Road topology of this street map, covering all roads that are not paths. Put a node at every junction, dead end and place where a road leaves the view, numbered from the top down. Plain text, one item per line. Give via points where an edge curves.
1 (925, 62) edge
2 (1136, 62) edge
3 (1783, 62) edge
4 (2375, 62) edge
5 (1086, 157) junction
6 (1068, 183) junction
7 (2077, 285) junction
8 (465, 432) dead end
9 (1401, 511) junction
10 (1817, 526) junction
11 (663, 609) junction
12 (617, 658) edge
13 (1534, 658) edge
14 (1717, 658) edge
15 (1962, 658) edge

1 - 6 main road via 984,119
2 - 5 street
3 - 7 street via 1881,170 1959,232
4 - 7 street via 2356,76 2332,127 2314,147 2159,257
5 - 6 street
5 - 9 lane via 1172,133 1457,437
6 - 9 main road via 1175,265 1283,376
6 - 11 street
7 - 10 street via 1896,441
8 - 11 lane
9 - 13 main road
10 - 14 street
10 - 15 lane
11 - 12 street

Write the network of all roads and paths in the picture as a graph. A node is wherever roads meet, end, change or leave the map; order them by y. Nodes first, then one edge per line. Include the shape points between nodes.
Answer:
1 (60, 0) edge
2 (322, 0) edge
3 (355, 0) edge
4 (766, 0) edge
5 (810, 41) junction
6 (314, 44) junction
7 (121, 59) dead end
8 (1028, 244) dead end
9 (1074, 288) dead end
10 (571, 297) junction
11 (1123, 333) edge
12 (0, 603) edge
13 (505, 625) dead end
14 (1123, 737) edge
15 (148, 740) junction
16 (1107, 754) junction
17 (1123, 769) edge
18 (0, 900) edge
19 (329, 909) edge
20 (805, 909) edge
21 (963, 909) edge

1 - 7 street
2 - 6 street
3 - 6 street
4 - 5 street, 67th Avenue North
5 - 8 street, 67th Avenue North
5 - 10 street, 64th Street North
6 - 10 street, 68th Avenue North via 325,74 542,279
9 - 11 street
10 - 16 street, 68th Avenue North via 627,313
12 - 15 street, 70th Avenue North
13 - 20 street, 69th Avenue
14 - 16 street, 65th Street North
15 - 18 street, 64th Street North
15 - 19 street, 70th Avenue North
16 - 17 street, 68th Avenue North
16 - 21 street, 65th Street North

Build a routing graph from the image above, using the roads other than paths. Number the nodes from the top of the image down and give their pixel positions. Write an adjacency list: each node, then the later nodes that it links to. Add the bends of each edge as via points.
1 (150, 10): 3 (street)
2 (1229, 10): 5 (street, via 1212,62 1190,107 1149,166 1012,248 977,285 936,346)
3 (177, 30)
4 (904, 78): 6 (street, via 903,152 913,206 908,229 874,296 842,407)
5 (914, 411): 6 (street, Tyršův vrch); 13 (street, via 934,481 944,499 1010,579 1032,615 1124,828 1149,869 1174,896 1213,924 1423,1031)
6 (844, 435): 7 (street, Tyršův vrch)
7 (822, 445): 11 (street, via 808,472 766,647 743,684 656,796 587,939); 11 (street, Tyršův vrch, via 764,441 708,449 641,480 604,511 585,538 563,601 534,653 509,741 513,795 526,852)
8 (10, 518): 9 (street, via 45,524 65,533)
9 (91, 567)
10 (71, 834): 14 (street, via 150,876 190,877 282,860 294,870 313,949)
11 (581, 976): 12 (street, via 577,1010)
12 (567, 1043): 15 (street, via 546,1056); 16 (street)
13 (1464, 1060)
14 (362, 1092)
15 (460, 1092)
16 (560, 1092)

::::::::::

Work to be completed
The first line of the entries above and every line after it, up to and including the line with "Write the network", should be set down exactly.

Solution to the problem
Road topology of this street map, covering all roads that are not paths. Put a node at every junction, dead end and place where a road leaves the view, numbered from the top down. Plain text, one item per line. Give via points where an edge curves.
1 (925, 62) edge
2 (1136, 62) edge
3 (1783, 62) edge
4 (2375, 62) edge
5 (1086, 157) junction
6 (1068, 183) junction
7 (2077, 285) junction
8 (465, 432) dead end
9 (1401, 511) junction
10 (1817, 526) junction
11 (663, 609) junction
12 (617, 658) edge
13 (1534, 658) edge
14 (1717, 658) edge
15 (1962, 658) edge

1 - 6 main road via 984,119
2 - 5 street
3 - 7 street via 1881,170 1959,232
4 - 7 street via 2356,76 2332,127 2314,147 2159,257
5 - 6 street
5 - 9 lane via 1172,133 1457,437
6 - 9 main road via 1175,265 1283,376
6 - 11 street
7 - 10 street via 1896,441
8 - 11 lane
9 - 13 main road
10 - 14 street
10 - 15 lane
11 - 12 street

Write the network of all roads and paths in the picture as a graph. A node is wherever roads meet, end, change or leave the map; order them by y. Nodes first, then one edge per line. Include the shape points between nodes.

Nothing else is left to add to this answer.